Nothing
R/any.R
In lambda.tools: Tools for Modeling Data with Functional Programming
#' Get the generic length of an object
#'
#' This function gets the generic length of an object.
#'
#' @section Usage:
#' anylength(data)
#'
#' @section Details:
#' This function consolidates size dimensions for one and two dimensional
#' data structures. The idea is that many operations require knowing
#' either how long a vector is or how many rows are in a matrix.

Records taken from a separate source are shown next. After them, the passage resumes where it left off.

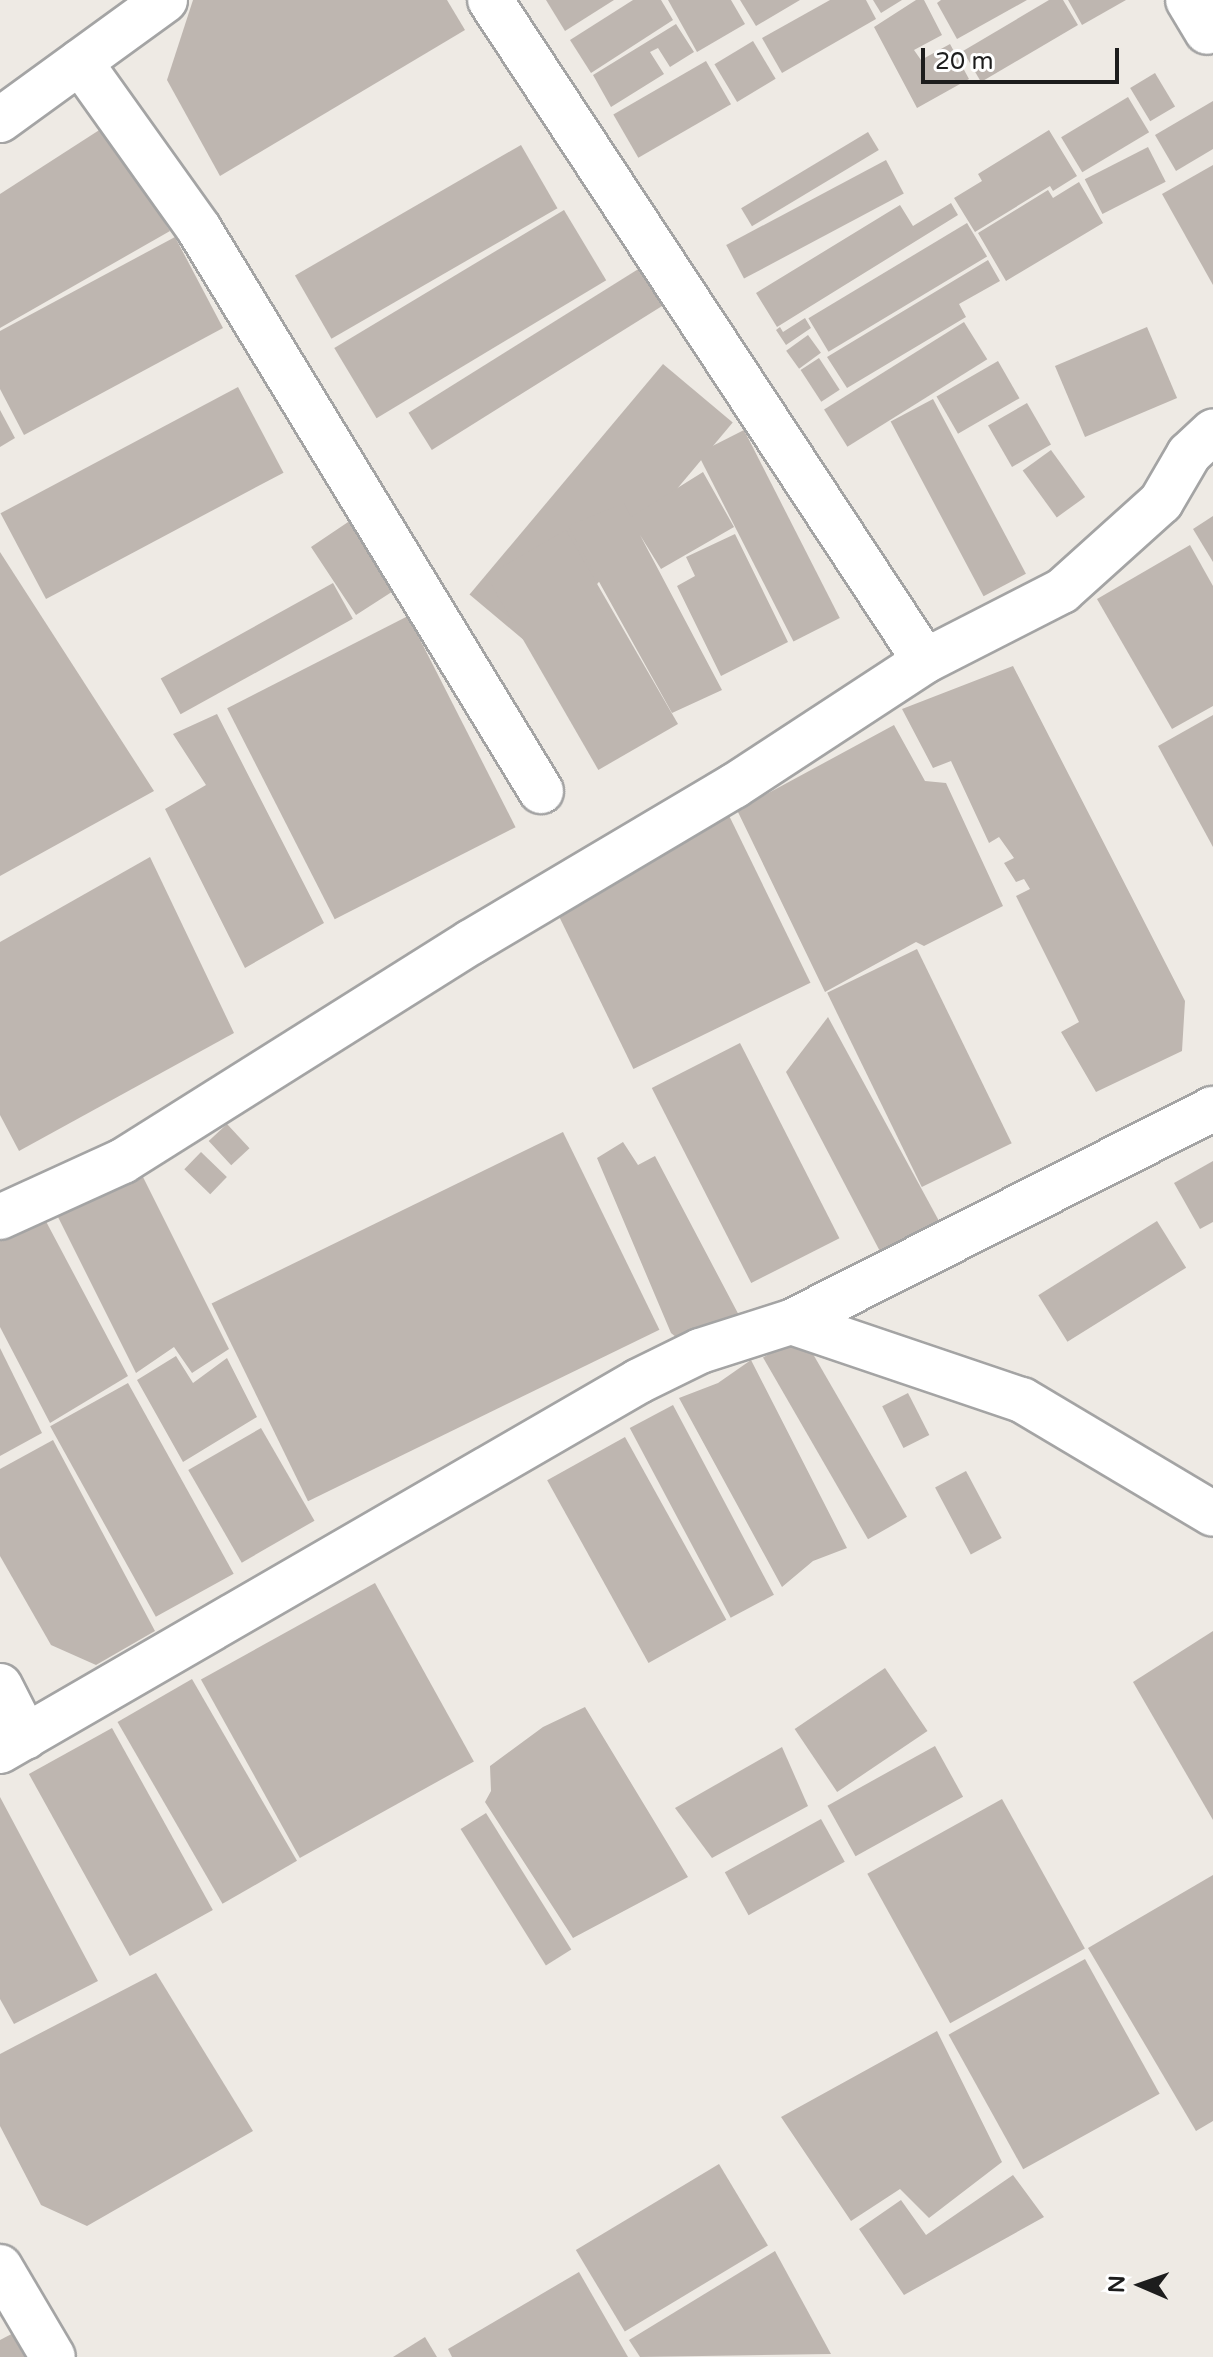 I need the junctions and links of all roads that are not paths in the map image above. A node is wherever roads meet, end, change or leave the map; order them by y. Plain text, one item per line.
1 (165, 0) edge
2 (490, 0) edge
3 (80, 62) junction
4 (0, 120) edge
5 (1213, 432) edge
6 (925, 661) junction
7 (541, 791) dead end
8 (1213, 1109) edge
9 (0, 1217) edge
10 (791, 1322) junction
11 (1213, 1514) edge
12 (0, 1686) edge
13 (13, 1744) edge
14 (0, 2267) edge
15 (53, 2357) edge

1 - 3 street
2 - 6 street
3 - 4 street
3 - 7 street
5 - 6 street
6 - 9 street
8 - 10 street
10 - 11 street
10 - 13 street
12 - 13 street
14 - 15 street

#' So rather than switching between \code{length} and \code{nrow},
#' \code{anylength} provides the appropriate polymorphism to return the
#' proper value.
#'
#' When working with libraries, it is easy to forget the return type of a
#' function, particularly when there are a lot of switches between vectors,
#' matrices, and other data structures. This function along with its
#' \code{\link{anynames}} counterpart provides a single interface for
#' accessing this information across objects
#'
#' The core assumption is that in most cases length is semantically synonymous
#' with \code{nrow} such that the number of columns in two-dimensional
#' structures is
#' less consequential than the number of rows. This is particularly true of
#' time-based objects, such as zoo or xts where the number of observations is
#' equal to the number of rows in the structure.
#'
#' When working with functions that are polymorphic, \code{lambda.r} function
#' clauses with guard conditions on the length of the input data structure
#' can use \code{anylength} instead of using \code{length} or \code{nrow},
#' which preserves polymorphism and reduces the number of function clauses
#' necessary. For example, instead of one clause to check \code{length}
#' and another to check \code{nrow}, \code{anylength} can test for both
#' situations in a single clause.
#'
#' \preformatted{
#' slice(x, expression) \%::\% a : logical : list
#'
#' slice(x, expression) \%when\% \{ length(expression) == length(x) \}
#'
#' slice(x, expression) \%::\% a : logical :
#'
#' slice(x, expression) \%when\% \{ length(expression) == nrow(x) \}}
#'
#' These two clauses can be replaced with
#'
#' \preformatted{
#' slice(x, expression) \%::\% a : logical : .
#'
#' slice(x, expression) \%when\% \{ length(expression) == anylength(x) \}}
#'
#' Another use of \code{anylength} is when working with \code{sapply}.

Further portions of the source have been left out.